High-quality datasets are essential to high-precision models. The core goal of data
preparation is to prepare high-quality datasets. You can use the dataset manager module
to register datasets based on the source data in Object Storage Service (OSS) buckets
or the data of on-premises CSV or manifest files. This way, you can use the dataset manager module to manage all your data in
Machine Learning Platform for AI (PAI) to prepare for data labeling or model training.
This topic describes how to register and export datasets.
Background information
You can use one of the following methods to register a dataset:
In the dataset manager module, all registered datasets are managed by using
manifest files. You can export registered datasets as
manifest files for business purposes. For more information about how to export a dataset,
see
Export a dataset.
Register a dataset by creating a dataset
If your source data, such as image, text, video, and audio files, is stored in OSS
buckets, you can create a dataset in the PAI console. The system scans all files of the specified type in the specified
OSS folder and generates a manifest file in the specified OSS path.
- Go to the Dataset Manager page.
- Log on to the Machine Learning Platform for AI (PAI) console.
- In the left-side navigation pane, choose .
- On the Dataset Manager page, click Register Dataset.
- On the Register Dataset page, set the parameters.
Parameter |
Description |
Dataset Name |
The name must be 1 to 30 characters in length and can contain underscores (_) and
hyphens (-). It must start with a letter or a digit.
|
Method |
Set the Method parameter to New Dataset.
|
Data Type |
The data type. Valid values:
- Image: JPEG, JPG, PNG, and WebP formats are supported.
- Text: CSV and TXT formats are supported. Data entries in the dataset are separated by
line breaks.
- Video: MP4, OGG, and WebM formats are supported.
|
Storage Type |
Only OSS is supported. You cannot change the value. If the current account is not authorized
to access OSS, you can click Authorize below the field to authorize the current account to access OSS.
|
Path |
Set the Path parameter to the OSS folder where your source data is stored.
|
Tags |
You can add one or more tags to each dataset to help search for or classify datasets.
Each tag can contain underscores (_) and hyphens (-).

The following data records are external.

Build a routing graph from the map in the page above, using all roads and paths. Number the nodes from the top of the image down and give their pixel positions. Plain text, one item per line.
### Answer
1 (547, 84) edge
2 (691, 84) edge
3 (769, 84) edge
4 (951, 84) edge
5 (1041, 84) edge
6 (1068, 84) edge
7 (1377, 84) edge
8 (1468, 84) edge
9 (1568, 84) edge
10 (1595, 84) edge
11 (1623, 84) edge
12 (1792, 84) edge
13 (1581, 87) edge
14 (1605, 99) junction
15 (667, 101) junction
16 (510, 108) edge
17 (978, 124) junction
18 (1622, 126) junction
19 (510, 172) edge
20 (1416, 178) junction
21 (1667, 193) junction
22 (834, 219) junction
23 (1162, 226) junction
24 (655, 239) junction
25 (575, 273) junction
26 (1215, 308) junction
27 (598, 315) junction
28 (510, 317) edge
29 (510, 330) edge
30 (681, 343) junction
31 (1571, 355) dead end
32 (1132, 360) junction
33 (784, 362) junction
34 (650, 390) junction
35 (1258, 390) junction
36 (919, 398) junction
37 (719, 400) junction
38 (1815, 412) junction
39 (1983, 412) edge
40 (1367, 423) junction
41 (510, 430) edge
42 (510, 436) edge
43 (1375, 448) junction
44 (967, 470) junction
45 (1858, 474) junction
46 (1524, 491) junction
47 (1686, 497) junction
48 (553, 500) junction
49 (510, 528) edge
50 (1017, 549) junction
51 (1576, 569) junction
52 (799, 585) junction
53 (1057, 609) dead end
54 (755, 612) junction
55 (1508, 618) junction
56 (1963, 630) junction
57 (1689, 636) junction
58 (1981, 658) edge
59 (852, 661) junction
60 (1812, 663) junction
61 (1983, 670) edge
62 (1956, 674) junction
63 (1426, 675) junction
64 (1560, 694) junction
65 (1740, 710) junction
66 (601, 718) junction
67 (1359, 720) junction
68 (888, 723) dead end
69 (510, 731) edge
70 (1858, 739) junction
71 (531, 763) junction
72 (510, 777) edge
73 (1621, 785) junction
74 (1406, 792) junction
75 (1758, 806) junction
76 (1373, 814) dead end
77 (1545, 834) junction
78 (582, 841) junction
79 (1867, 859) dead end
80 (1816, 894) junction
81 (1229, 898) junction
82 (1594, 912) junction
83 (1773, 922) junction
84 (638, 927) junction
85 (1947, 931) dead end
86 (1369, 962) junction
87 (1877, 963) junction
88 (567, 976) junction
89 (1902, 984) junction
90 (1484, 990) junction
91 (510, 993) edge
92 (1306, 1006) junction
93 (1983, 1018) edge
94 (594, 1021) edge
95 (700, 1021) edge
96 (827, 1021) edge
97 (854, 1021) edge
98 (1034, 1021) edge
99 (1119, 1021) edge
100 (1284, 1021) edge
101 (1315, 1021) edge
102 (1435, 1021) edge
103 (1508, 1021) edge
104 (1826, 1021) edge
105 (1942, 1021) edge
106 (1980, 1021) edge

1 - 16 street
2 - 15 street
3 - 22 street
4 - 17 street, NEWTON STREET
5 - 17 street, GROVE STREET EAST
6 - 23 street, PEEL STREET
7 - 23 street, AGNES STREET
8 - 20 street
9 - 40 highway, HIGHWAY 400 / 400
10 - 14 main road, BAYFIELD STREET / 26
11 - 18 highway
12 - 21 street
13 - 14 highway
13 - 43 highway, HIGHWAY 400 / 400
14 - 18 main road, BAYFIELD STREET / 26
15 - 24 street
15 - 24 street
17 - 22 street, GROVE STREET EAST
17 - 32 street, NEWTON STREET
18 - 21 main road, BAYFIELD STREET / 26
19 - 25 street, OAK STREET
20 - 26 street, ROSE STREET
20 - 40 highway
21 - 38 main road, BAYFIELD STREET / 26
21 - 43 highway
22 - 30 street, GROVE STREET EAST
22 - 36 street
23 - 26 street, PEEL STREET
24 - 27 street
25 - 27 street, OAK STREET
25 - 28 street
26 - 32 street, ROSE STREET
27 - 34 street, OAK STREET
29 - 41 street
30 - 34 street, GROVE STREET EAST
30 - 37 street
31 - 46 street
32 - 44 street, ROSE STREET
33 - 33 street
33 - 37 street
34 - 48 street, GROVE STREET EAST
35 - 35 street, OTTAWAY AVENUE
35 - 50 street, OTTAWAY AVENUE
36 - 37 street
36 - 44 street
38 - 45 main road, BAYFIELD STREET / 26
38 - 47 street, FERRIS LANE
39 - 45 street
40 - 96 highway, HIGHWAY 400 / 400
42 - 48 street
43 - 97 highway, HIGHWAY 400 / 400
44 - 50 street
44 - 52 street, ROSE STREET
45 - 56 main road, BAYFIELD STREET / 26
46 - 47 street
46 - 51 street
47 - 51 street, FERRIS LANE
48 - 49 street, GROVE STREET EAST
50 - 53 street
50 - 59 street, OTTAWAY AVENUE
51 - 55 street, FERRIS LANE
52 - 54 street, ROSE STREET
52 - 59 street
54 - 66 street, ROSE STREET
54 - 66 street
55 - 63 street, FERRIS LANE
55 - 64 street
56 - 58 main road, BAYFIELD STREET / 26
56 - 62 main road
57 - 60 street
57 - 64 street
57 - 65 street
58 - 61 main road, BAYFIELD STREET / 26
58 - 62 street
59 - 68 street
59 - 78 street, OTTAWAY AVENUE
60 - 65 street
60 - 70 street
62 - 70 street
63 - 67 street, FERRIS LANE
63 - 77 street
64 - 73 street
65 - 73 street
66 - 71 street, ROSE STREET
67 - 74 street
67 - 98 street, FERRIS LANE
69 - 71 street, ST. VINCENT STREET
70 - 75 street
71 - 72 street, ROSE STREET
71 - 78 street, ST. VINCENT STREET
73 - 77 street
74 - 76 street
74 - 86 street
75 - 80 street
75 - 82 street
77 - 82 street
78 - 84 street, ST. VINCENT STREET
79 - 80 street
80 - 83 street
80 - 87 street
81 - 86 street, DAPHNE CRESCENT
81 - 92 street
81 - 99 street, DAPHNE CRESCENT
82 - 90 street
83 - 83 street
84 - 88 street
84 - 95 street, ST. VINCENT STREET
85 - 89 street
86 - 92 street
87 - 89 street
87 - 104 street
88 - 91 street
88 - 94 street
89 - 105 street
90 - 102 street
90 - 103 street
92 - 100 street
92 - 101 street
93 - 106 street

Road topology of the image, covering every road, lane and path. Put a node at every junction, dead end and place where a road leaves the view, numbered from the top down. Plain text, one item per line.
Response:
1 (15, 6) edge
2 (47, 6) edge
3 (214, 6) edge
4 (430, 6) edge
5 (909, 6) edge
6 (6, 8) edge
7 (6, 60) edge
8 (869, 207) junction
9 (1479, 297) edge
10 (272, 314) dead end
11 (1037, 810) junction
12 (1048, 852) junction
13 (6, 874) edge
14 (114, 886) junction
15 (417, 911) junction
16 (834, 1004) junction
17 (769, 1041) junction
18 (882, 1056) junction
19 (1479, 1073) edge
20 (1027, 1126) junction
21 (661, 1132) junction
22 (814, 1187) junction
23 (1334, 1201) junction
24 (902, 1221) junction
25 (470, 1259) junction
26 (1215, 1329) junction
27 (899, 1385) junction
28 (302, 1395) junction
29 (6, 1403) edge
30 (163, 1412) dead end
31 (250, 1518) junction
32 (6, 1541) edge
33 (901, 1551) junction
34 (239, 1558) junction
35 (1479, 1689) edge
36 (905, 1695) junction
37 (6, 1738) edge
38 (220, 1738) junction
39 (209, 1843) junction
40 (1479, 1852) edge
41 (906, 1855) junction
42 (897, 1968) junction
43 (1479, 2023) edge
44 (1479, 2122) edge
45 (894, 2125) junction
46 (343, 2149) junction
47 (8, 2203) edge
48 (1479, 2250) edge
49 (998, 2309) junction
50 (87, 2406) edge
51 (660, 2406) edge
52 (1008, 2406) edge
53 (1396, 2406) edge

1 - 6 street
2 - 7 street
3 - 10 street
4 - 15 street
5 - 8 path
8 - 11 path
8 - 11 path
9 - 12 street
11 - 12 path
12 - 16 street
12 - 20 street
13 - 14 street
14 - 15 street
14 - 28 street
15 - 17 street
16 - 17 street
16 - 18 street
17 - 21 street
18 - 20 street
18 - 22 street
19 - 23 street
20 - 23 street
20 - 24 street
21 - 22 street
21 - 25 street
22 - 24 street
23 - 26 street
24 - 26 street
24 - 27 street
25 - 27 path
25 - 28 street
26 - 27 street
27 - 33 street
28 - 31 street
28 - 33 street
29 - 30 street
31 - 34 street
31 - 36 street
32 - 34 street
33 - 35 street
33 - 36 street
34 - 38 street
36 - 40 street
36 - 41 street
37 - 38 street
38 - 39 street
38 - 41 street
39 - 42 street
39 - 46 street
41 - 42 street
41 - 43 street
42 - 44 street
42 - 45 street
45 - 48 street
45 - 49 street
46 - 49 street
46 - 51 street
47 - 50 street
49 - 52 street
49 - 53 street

It must start with a letter
or a digit.
|
- Click Submit. Then, a manifest file is generated. The following code provides an example of the
manifest file.
{"data":{"picUrl":"oss://****/pics/fruit/apple-1.jpg"}}
{"data":{"picUrl":"oss://****/pics/fruit/apple-10.jpg"}}
{"data":{"picUrl":"oss://****/pics/fruit/apple-11.jpg"}}
...
Register a dataset by importing a dataset file
If you have an on-premises CSV file or manifest file, you can register a dataset by importing the dataset file. If you import a CSV file, the system automatically converts it to a manifest file.
- Go to the Dataset Manager page.
- Log on to the Machine Learning Platform for AI (PAI) console.
- In the left-side navigation pane, choose .
- On the Dataset Manager page, click Register Dataset.
- On the Register Dataset page, set the parameters.
Parameter |
Description |
Dataset Name |
The name must be 1 to 30 characters in length and can contain underscores (_) and
hyphens (-). It must start with a letter or a digit.
|
Method |
Set the Method parameter to Import Dataset.
|
Data Type |
The data type. Valid values:
- Image: JPEG, JPG, PNG, and WebP formats are supported.
- Text: CSV and TXT formats are supported. Data entries in the dataset are separated by
line breaks.
- Video: MP4, OGG, and WebM formats are supported.
|
Storage Type |
Only OSS is supported. You cannot change the value. If the current account is not authorized
to access OSS, you can click Authorize below the field to authorize the current account to access OSS.
|
Upload |
Drag an on-premises CSV or manifest file to the Upload field.
Note If the imported file is used for a labeling job, the names of the fields in the file
must comply with the data schema of the template that is used to create the labeling
job. For more information, see Labeling templates for images.
|
Path |
The OSS path to which the file is uploaded. |
Tags |
You can add one or more tags to each dataset to help search for or classify datasets.
Each tag can contain underscores (_) and hyphens (-). It must start with a letter
or a digit.
|
- Click Submit.
Export a dataset
PAI allows you to export registered datasets as manifest files to your computer for business purposes.
- Go to the Dataset Manager page.
- Log on to the Machine Learning Platform for AI (PAI) console.
- In the left-side navigation pane, choose .
- To export a dataset to your computer, go to the Dataset Manager page, find the dataset that you want to export, and then click Export Dataset in the Actions column.